Use case and basic principles
At times, you may find it useful to use the Workbench CLI from within a Docker container. This might be the case, for example, if you wanted to automate some aspect of workspace management programmatically using the CLI.
This document walks through the process of creating and using such a container image. The container will run on a Google Cloud node that is configured to use a Verily Workbench workspace service account. The Workbench CLI will be authenticated in the running container using that service account.

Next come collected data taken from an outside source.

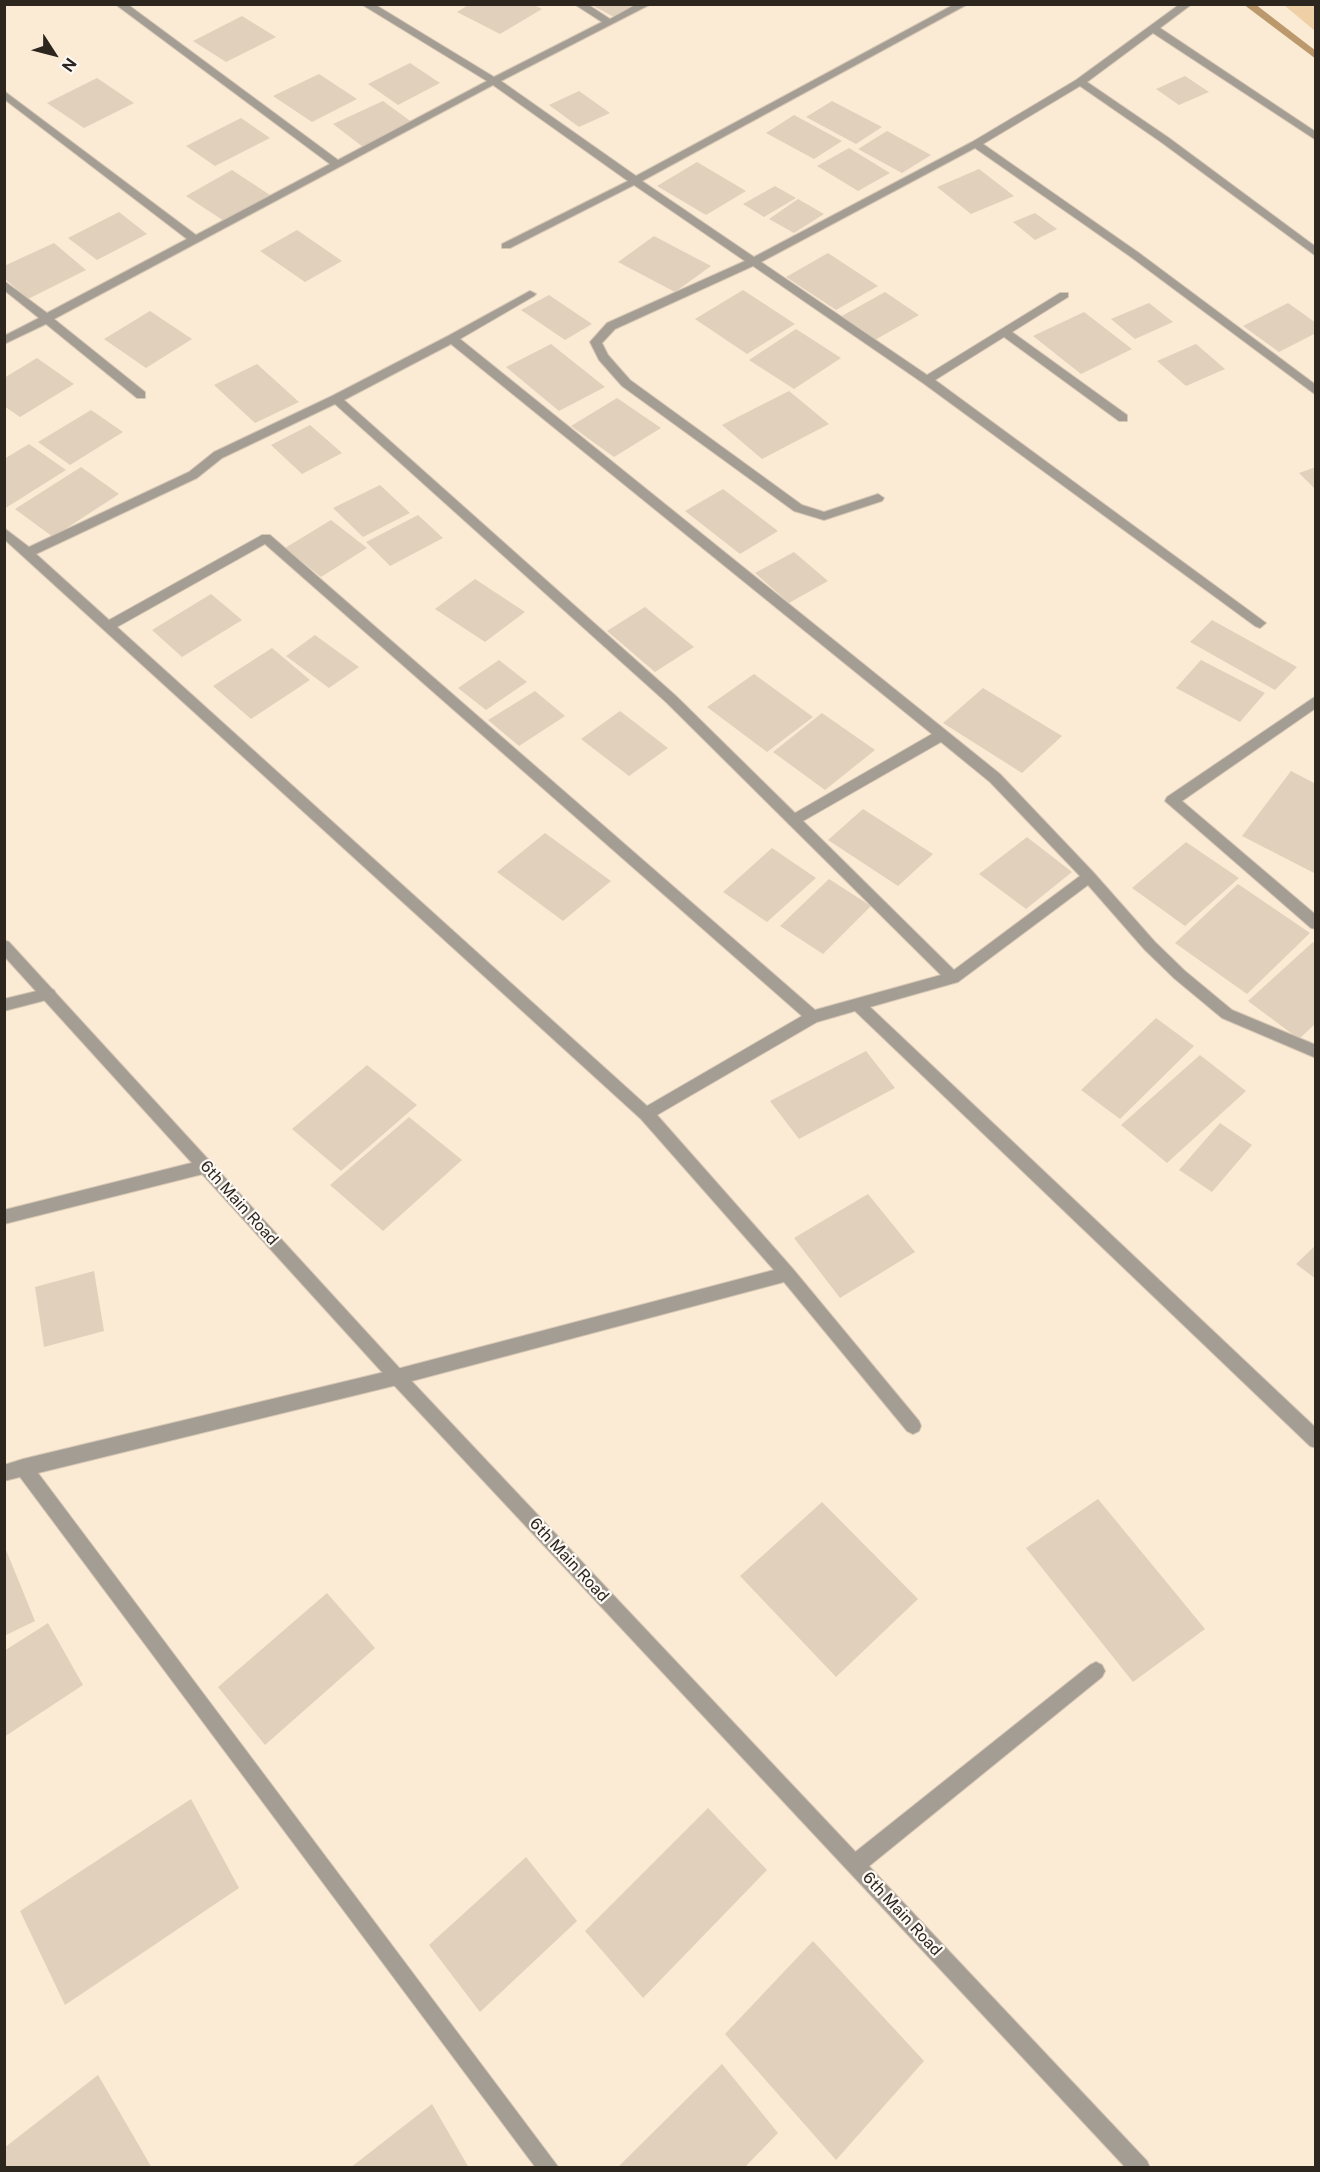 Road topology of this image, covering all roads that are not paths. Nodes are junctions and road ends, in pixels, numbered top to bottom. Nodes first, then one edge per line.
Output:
1 (120, 4) edge
2 (366, 4) edge
3 (579, 4) edge
4 (646, 4) edge
5 (963, 4) edge
6 (1187, 4) edge
7 (610, 23) junction
8 (1154, 29) junction
9 (494, 81) junction
10 (1080, 82) junction
11 (4, 94) edge
12 (1316, 137) edge
13 (976, 144) junction
14 (338, 165) junction
15 (635, 181) junction
16 (194, 239) junction
17 (507, 246) dead end
18 (1316, 253) edge
19 (755, 261) junction
20 (4, 285) edge
21 (530, 294) dead end
22 (1064, 295) dead end
23 (44, 318) junction
24 (1004, 332) junction
25 (452, 339) junction
26 (4, 340) edge
27 (927, 380) junction
28 (1316, 391) edge
29 (141, 395) dead end
30 (336, 399) junction
31 (1123, 418) dead end
32 (878, 498) dead end
33 (4, 532) edge
34 (27, 553) junction
35 (1260, 623) dead end
36 (108, 626) junction
37 (1316, 701) edge
38 (942, 735) junction
39 (794, 820) junction
40 (1089, 877) junction
41 (1316, 924) edge
42 (4, 946) edge
43 (952, 978) junction
44 (49, 994) junction
45 (4, 1005) edge
46 (858, 1005) junction
47 (813, 1017) junction
48 (1316, 1052) edge
49 (646, 1114) junction
50 (207, 1166) junction
51 (4, 1217) edge
52 (787, 1274) junction
53 (397, 1377) junction
54 (913, 1425) dead end
55 (1316, 1440) edge
56 (23, 1467) junction
57 (4, 1473) edge
58 (1096, 1671) dead end
59 (856, 1864) junction
60 (549, 2168) edge
61 (1140, 2168) edge

1 - 14 street
2 - 9 street
3 - 7 street
4 - 7 street
5 - 15 street
6 - 8 street
7 - 9 street
8 - 10 street
8 - 12 street
9 - 14 street
9 - 15 street
10 - 13 street
10 - 18 street
11 - 16 street
13 - 19 street
13 - 28 street
14 - 16 street
15 - 17 street
15 - 19 street
16 - 23 street
19 - 27 street
19 - 32 street
20 - 23 street
21 - 25 street
22 - 24 street
23 - 26 street
23 - 29 street
24 - 27 street
24 - 31 street
25 - 30 street
25 - 38 street
27 - 35 street
30 - 34 street
30 - 39 street
33 - 34 street
34 - 36 street
36 - 47 street
36 - 49 street
37 - 41 street
38 - 39 street
38 - 40 street
39 - 43 street
40 - 43 street
40 - 48 street
42 - 44 street, 6th Main Road
43 - 46 street
44 - 45 street
44 - 50 street, 6th Main Road
46 - 47 street
46 - 55 street
47 - 49 street
49 - 52 street
50 - 51 street
50 - 53 street, 6th Main Road
52 - 53 street
52 - 54 street
53 - 56 street
53 - 59 street, 6th Main Road
56 - 57 street
56 - 60 street
58 - 59 street
59 - 61 street, 6th Main Road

We give an example of using the container image for a dsub
task configured to use a Workbench workspace service account, and takes as input a script of wb
commands to run.
For the details of how to build and push a container image, see the instructions here, using either the Cloud Build or the docker
instructions.
Prerequisites
These instructions assume that you have already installed the Workbench CLI, or are working in a cloud app where it has been installed, and that you have logged in and identified the workspace you want to work with as described in the Basic Usage Examples.
Step-by-step instructions
1. Create a Dockerfile
We'll first define a Dockerfile for the container image. Create a new subdirectory, and write the Dockerfile shown below to that directory.
Filename:Dockerfile
FROM ubuntu:20.04
ARG DEBIAN_FRONTEND=noninteractive
ENV TZ=Etc/UTC
RUN apt-get update -y
RUN apt-get install -y wget zip tzdata curl jq
# install python
RUN apt-get update && apt-get install -y \
python3 \
python3-pip
RUN python3 -m pip --no-cache-dir install --upgrade \
pip \
setuptools
# install gcloud sdk
RUN wget -nv https://dl.google.com/dl/cloudsdk/release/google-cloud-sdk.zip && \
unzip -qq google-cloud-sdk.zip -d tools && \
rm google-cloud-sdk.zip && \
tools/google-cloud-sdk/install.sh --usage-reporting=false \
--path-update=false --bash-completion=false \
--disable-installation-options && \
tools/google-cloud-sdk/bin/gcloud -q components update \
gcloud core gsutil && \
tools/google-cloud-sdk/bin/gcloud config set component_manager/disable_update_check true
# Java install
RUN apt-get install -y openjdk-17-jre
# wb-cli install
RUN curl -L https://storage.googleapis.com/workbench-public/workbench-cli/download-install.sh | bash
RUN mkdir -p /bin
RUN mv wb /bin
ENV PATH $PATH:/bin
ENV PATH $PATH:/tools/google-cloud-sdk/bin
# Set browser manual login
RUN wb config set browser MANUAL
# A script that runs in this container must first auth with app-default-credentials before
# running any other wb cli commands:
# wb auth login --mode=APP_DEFAULT_CREDENTIALS
The definition is straightforward: Starting from an Ubuntu base image, we’ll install some utilities, Python, gcloud
, Java, and the Workbench CLI. Then, we'll run wb config set browser MANUAL
, which sets up wb auth
to work in the container context.
In this example, we're not adding an ENTRYPOINT
or CMD
to the container definition, as we'll instead pass dsub
a script to run in the container. However, if you're using the container image in a different
context, you could add what fits your use case, as well as do any additional installations you need.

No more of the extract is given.